[DOSSIER] Christophe Dabin : « Du sport, partout où c’est possible »

Le sport doit être un levier pour reconstruire socialement la Nouvelle-Calédonie, insiste Christophe Dabin. Photo: Gilles Caprais

La reprise des activités sportives est essentielle au retour de la cohésion sociale, estime le président du CTOS, Christophe Dabin. Dans la perspective de reconstruction du pays, il invite les pouvoirs publics à ne pas procéder à des coupes budgétaires sans mesurer les conséquences sociales de long terme.

DNC : Comment avez-vous vécu les semaines post-13 mai ?

Christophe Dabin : Dès le 14 mai, toutes les activités sportives ont été arrêtées sur l’ensemble du territoire. Tout le monde avait évidemment d’autres préoccupations. Pour notre part, on a dû gérer nos athlètes hors territoire, et on a réussi à rapatrier la plupart d’entre eux. On est parvenu à faire partir ceux qui étaient attendus pour des échéance internationales, comme les nageurs Chrissander Cerda et Blanche Freulon. Au bout de trois semaines, l’activité a repris dans certains endroits, pour l’entraînement, pour occuper les jeunes. Maintenant, on s’attache à ce que les athlètes qui préparent des échéances importantes puissent continuer à utiliser les installations.

Dans les cas les plus dramatiques, comme ceux de l’escalade et du bowling, que peut faire le CTOS ?

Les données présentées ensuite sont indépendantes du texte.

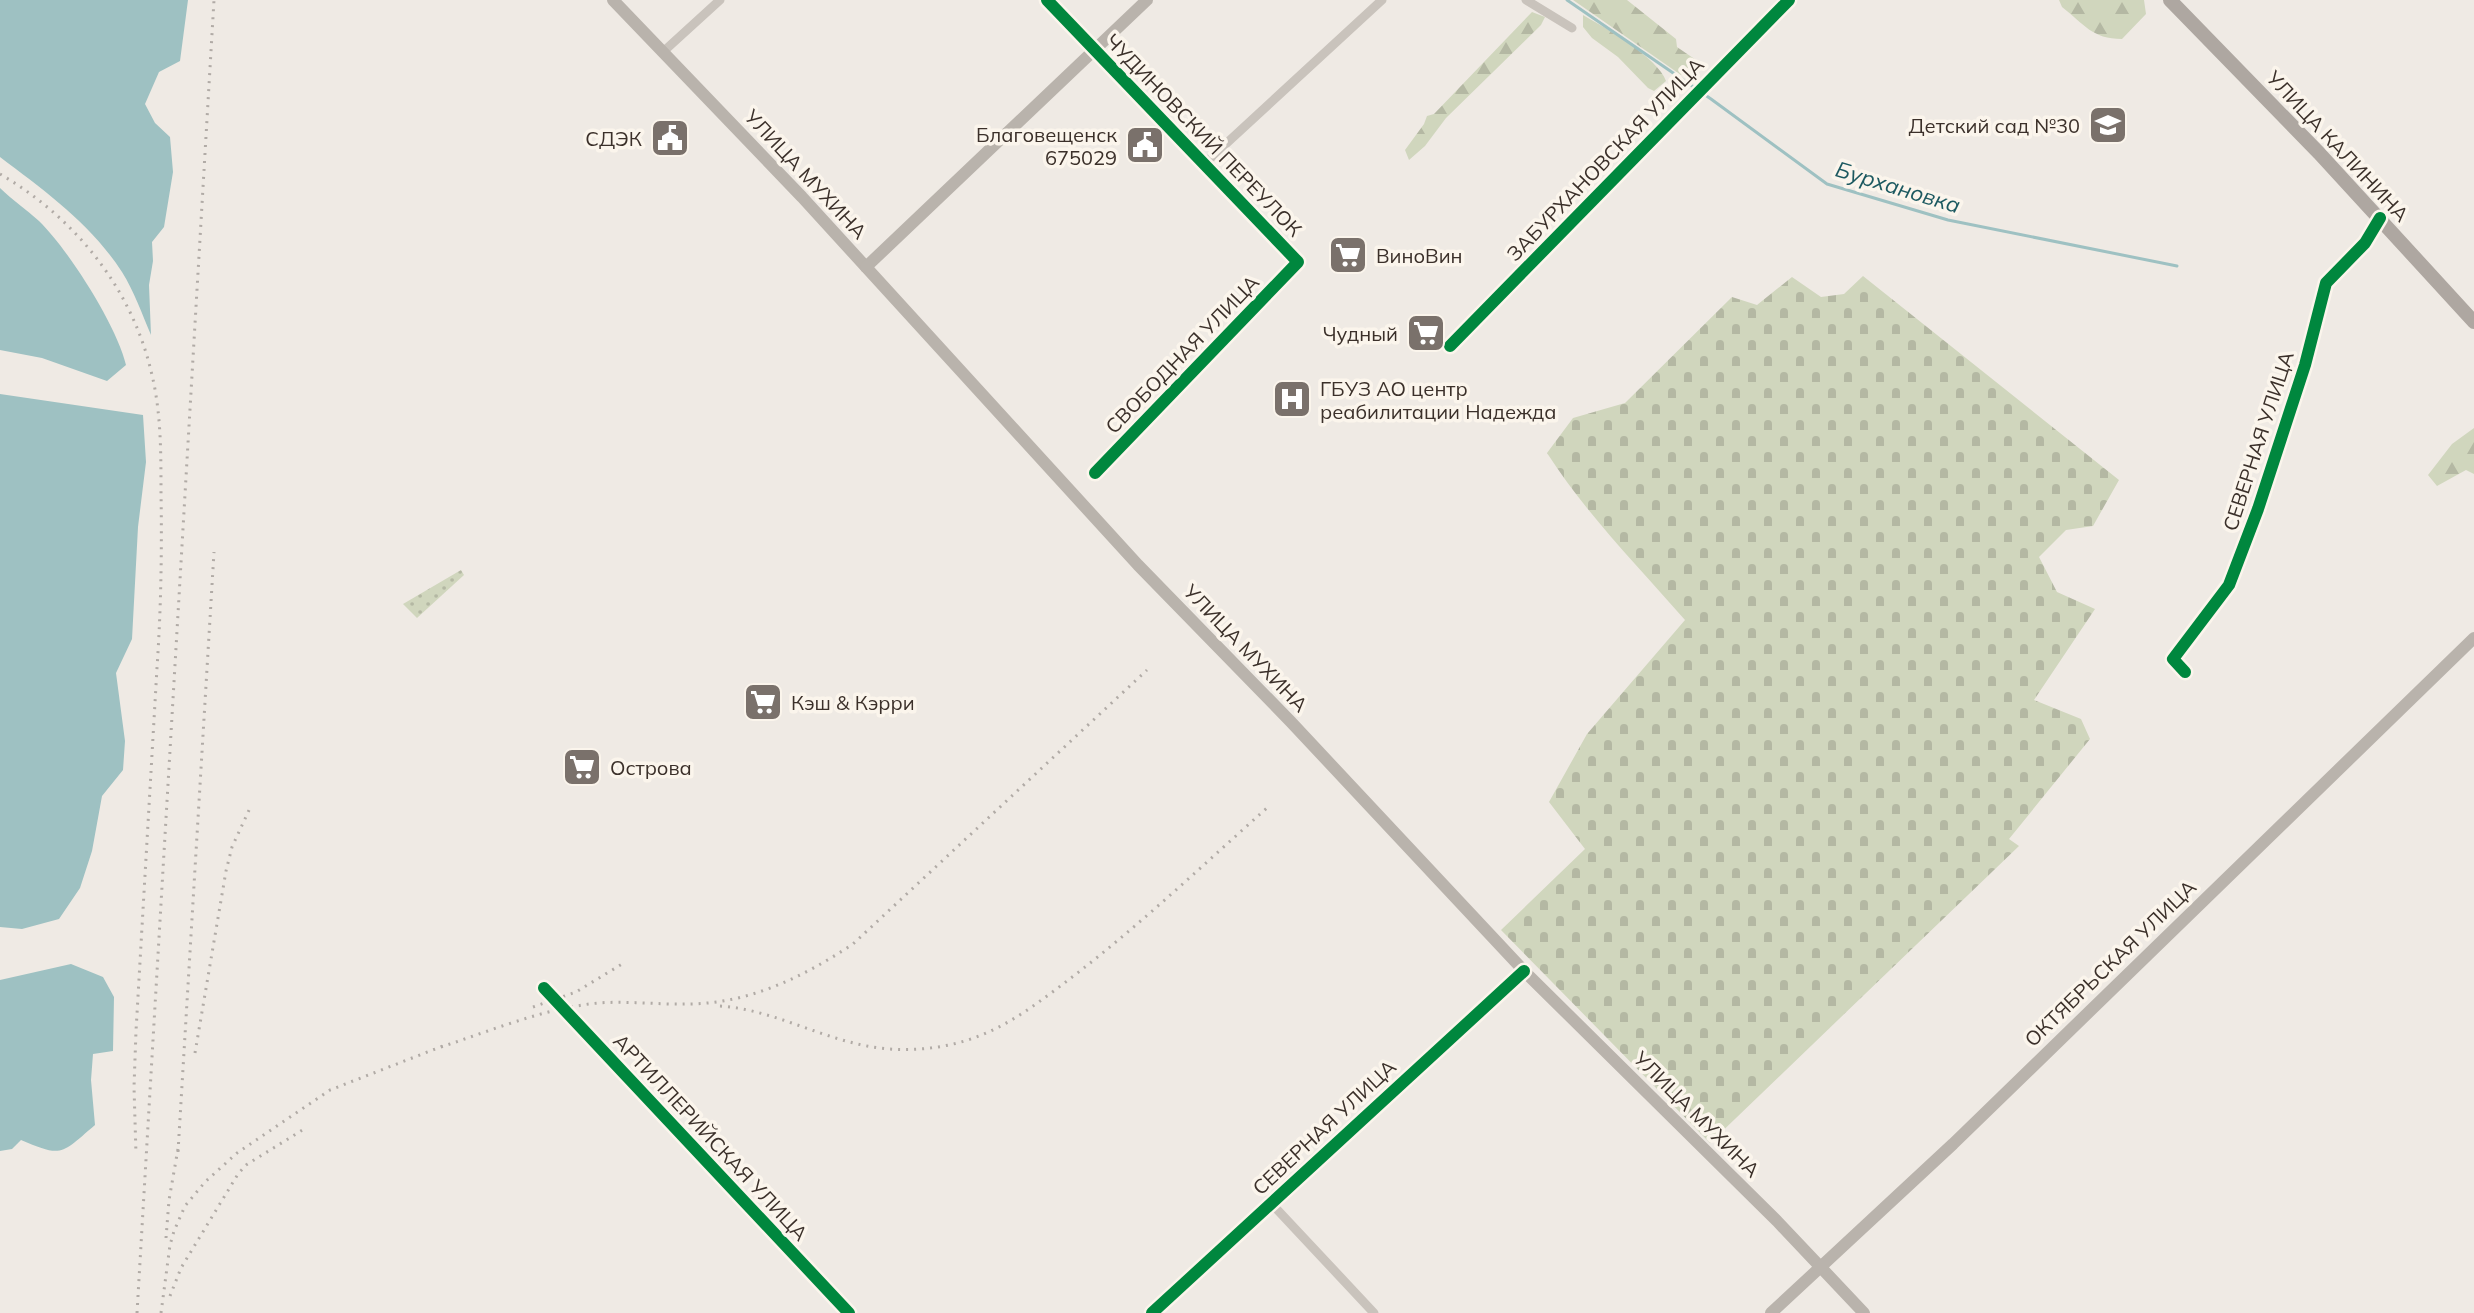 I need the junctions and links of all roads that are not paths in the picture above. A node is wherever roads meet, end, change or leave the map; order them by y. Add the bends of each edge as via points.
1 (613, 0) edge
2 (720, 0) edge
3 (1047, 0) edge
4 (1147, 0) edge
5 (1382, 0) edge
6 (1526, 0) edge
7 (1789, 0) edge
8 (2177, 2) edge
9 (1572, 28) dead end
10 (1095, 50) junction
11 (664, 51) junction
12 (1204, 164) junction
13 (2380, 218) junction
14 (1298, 262) joint
15 (866, 267) junction
16 (2474, 322) edge
17 (1450, 346) dead end
18 (1095, 473) dead end
19 (2474, 638) edge
20 (2185, 672) dead end
21 (1524, 971) junction
22 (544, 988) dead end
23 (1271, 1203) junction
24 (1820, 1266) junction
25 (849, 1313) edge
26 (1152, 1313) edge
27 (1374, 1313) edge
28 (1771, 1313) edge
29 (1864, 1313) edge

1 - 11 main road, УЛИЦА МУХИНА
2 - 11 street
3 - 10 street, ЧУДИНОВСКИЙ ПЕРЕУЛОК
4 - 10 main road
5 - 12 street
6 - 9 street
7 - 17 street, ЗАБУРХАНОВСКАЯ УЛИЦА
8 - 13 main road, УЛИЦА КАЛИНИНА
10 - 12 street, ЧУДИНОВСКИЙ ПЕРЕУЛОК
10 - 15 main road
11 - 15 main road, УЛИЦА МУХИНА
12 - 14 street, ЧУДИНОВСКИЙ ПЕРЕУЛОК
13 - 16 main road, УЛИЦА КАЛИНИНА
13 - 20 street, СЕВЕРНАЯ УЛИЦА via 2365,243 2326,283 2305,365 2229,585 2173,659
14 - 18 street, СВОБОДНАЯ УЛИЦА
15 - 21 main road, УЛИЦА МУХИНА via 1138,565
19 - 24 main road, ОКТЯБРЬСКАЯ УЛИЦА via 1953,1144
21 - 23 main road, СЕВЕРНАЯ УЛИЦА
21 - 24 main road, УЛИЦА МУХИНА
22 - 25 street, АРТИЛЛЕРИЙСКАЯ УЛИЦА
23 - 26 main road, СЕВЕРНАЯ УЛИЦА
23 - 27 street
24 - 28 main road, ОКТЯБРЬСКАЯ УЛИЦА
24 - 29 main road, УЛИЦА МУХИНА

Notre marge de manœuvre est très réduite. Les responsables des disciplines n’ont pas les cartes en main. L’une des seules solutions, dans l’immédiat, est de faire appel à l’Agence nationale du sport [ANS, NDLR]. On les a interpellés sur deux points. Vis-à-vis de leurs dépenses d’équipement ordinaires, on leur a demandé d’apporter un regard particulier sur ces installations. Deuxièmement, on essaie de voir si l’ANS peut mettre en place une aide de solidarité, comme elle l’avait fait lors du Covid. Tout en sachant que si le mur d’escalade est une installation communale, le bowling est une installation commerciale, ce qui complique un peu les choses.

Quelle est votre position vis-à-vis de la reprise ?

Le fait de faire revenir nos enfants à l’école est une très bonne chose, ça permet de retrouver une normalité. De la même manière, il faut que les activités sportives reprennent partout où c’est possible. Même sans compétition, il faut que les clubs puissent de nouveau accueillir les enfants. On ne peut pas rester à se morfondre, il faut envisager demain. Il faut que l’activité reprenne.

Anticipez-vous des réductions de subventions ?

Tout le monde devra faire des efforts. En ce qui concerne les projets des ligues, et notamment les déplacements, il est clair que certains ne seront pas réalisés, ce qui rendra les subventions inutiles. Il y a un gros travail à faire, discipline par discipline, pour voir ce qui doit être maintenu ou annulé. Mais attention aux impacts… Il ne faut pas tout supprimer. Le sport est un vecteur de cohésion sociale, comme les activités artistiques, culturelles et d’éducation populaire, donc il ne faut pas l’abandonner. Quand on part aux Jeux du Pacifique, on est 350, on est une équipe de Nouvelle-Calédonie unie, solidaire, fraternelle.
Si l’on doit revoir notre modèle sociétal, il faut penser au sport. S’il est mis de côté, si on n’est pas aidé financièrement, ce sera encore plus difficile d’arriver à reconstruire le pays. De plus, la situation de l’emploi est déjà compliquée dans de nombreux secteurs : si on perd les salariés du mouvement sportif, ça va devenir ingérable.

Le sport est un vecteur de cohésion sociale (…) il ne faut pas l’abandonner.

La préparation des prochaines grandes compétitions sera-t-elle difficile ?

Celle des Mini-Jeux de Palaos 2025 va être extrêmement délicate. Pour les Jeux de Tahiti 2027, on a un peu plus de temps pour s’adapter. Base arrière des équipes de France pour les Jeux de Brisbane 2032, éventuelle candidature pour accueillir les Jeux du Pacifique de 2035…

Ces projets sont-ils menacés ?

Pas question de les abandonner. Ces projets peuvent aider à la reconstruction, au vivre ensemble, aux objectifs communs. Dans le cadre professionnel, j’ai eu la chance de rencontrer la mission de médiation et de travail [installée par le président de la République, NDLR]. Le politique, on ne s’en mêle pas. Mais sur la partie reconstruction, je leur ai dit que la société civile doit à tout prix être impliquée, car je pense que c’est par ce biais qu’on trouvera des solutions pour cette jeunesse qui est en difficulté aujourd’hui.